Today’s report, Critical Infrastructure Protection in Latin America and the Caribbean 2018, developed in partnership between Microsoft and the Organization of American States (OAS), demonstrates the value of regional cooperation in global efforts to increase the security of the online environment where it matters most. It acknowledges that rather than focusing on “all politics is local” or “living in a global village”, regions have a key role to play in formulating policies and delivering outcomes for cybersecurity in general, and critical infrastructure protection (CIP) in particular.
“Glocalization,” a buzz phrase from the turn of the millennium, seems well suited to cybersecurity, given the Internet’s simultaneously global reach and local impact. This duality is important to keep in mind when considering the fact that protecting increasingly connected critical infrastructure is a challenge for nations all over the world, and it poses the question of whether the same solutions can be applied across the varied landscapes in which we operate. Regional elements are important in that context, as they provide us with an opportunity to investigate whether the solutions to global cybersecurity challenges need to be tailored to a particular context to be effective, whilst at the same time allowing us to retain a level of scale.
The latter comes about, as even allowing for the global nature of the online environment, we need to recognize that culture, geography, as well as economic relations and trade, are likely to result in a greater level of interconnectivity between neighboring states than far-flung places on opposite sides of the world. In the world of CIP, this means we are more likely to see the same provider operate across two countries in the same region, the same threat actor target linguistically-linked entities, and the consequences of the same cyber-attacks spill across borders.
Close communication and information sharing amongst and between the different regional stakeholders involved in CIP is therefore even more important. This report makes it clear that policymaking in the age of the Internet needs governments working alongside private industry to deliver effective results, leveraging the respective expertise and capabilities of the two groups. But it also reminds us that regional dialogue as well as bilateral discussions between neighboring states, and even between private sector operators in adjacent jurisdictions, helps protect us all.

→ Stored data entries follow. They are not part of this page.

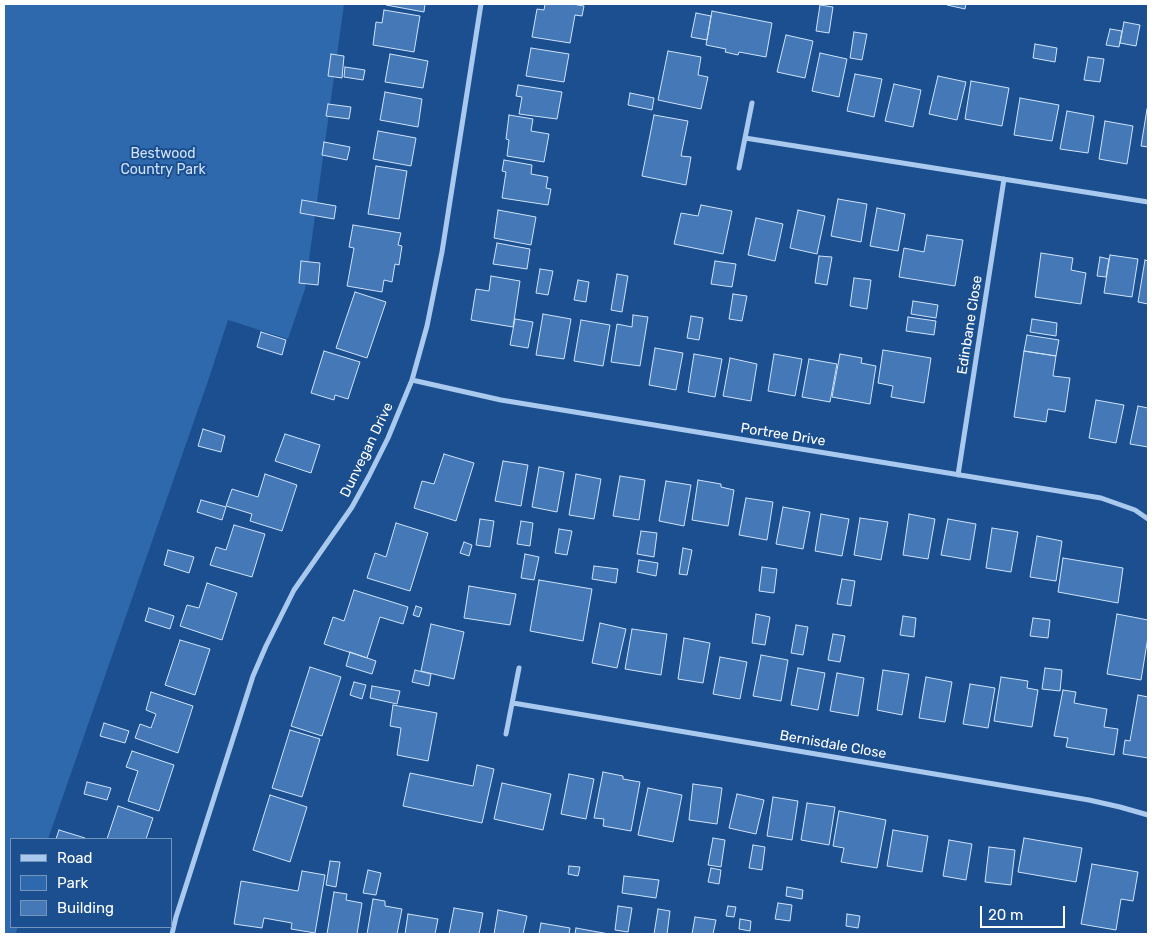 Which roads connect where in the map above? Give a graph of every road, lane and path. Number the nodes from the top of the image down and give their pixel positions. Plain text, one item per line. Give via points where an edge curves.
1 (481, 4) edge
2 (752, 103) dead end
3 (745, 138) junction
4 (739, 168) dead end
5 (1004, 179) junction
6 (1148, 202) edge
7 (412, 380) junction
8 (958, 474) junction
9 (1148, 519) edge
10 (519, 668) dead end
11 (512, 702) junction
12 (506, 734) dead end
13 (1148, 815) edge
14 (172, 934) edge

1 - 7 street, Dunvegan Drive via 442,252
2 - 3 street
3 - 4 street
3 - 5 street
5 - 6 street
5 - 8 street, Edinbane Close
7 - 8 street, Portree Drive via 501,400
7 - 14 street, Dunvegan Drive via 369,476 352,507 294,590 253,676
8 - 9 street, Portree Drive via 1101,498 1135,510
10 - 11 street
11 - 12 street
11 - 13 street, Bernisdale Close via 1089,800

The need for increased communication and new regional partnerships are only a few of the recommendations that the report puts forward. It also issues a call for risk management to be placed at the center of any CIP initiative, as well as for a move from cybersecurity towards cyber resilience. Moreover, and particularly relevant to the region of Latin America and the Caribbean, the report encourages a holistic approach to CIP at the national level, with governments urged to put forward cybersecurity frameworks, guidelines, and baselines for operators that are outcomes-focused and can withstand the quick pace of technological evolution. Similarly, the report recognizes the need to ensure a clear division of responsibilities in cybersecurity, and a dedicated effort to foster trust between the different entities and stakeholders that must be involved in protecting critical infrastructure.
The examples of global best practices that the report lays out will be recognizable to anyone with experience in the sector. Yet, the report goes a step further by placing these familiar practices in a regional context through the results of an innovative survey of CIP stakeholders across the region. At the global level, we might take for granted the logic behind why we engage in multi-stakeholder dialogue, or why a clear division of responsibilities is so important in modern technology. The survey shows that even in a region where very few CIP frameworks exist, public-private partnerships, within and across countries, have begun to emerge organically and are valued.
At the same time, the survey helps reinforce how much is still to be done on cybersecurity globally. To highlight just one example, almost half of the over 500 respondents, who are trying to protect the most vital national assets in Latin America and the Caribbean, have not yet endorsed risk management. How can the private sector and governments with advanced risk management capabilities best support capacity building in regions of the world trying to protect the infrastructure underpinning their societies, governments, and economies? I believe that this report is the beginning of a dialogue and roadmap for risk reduction.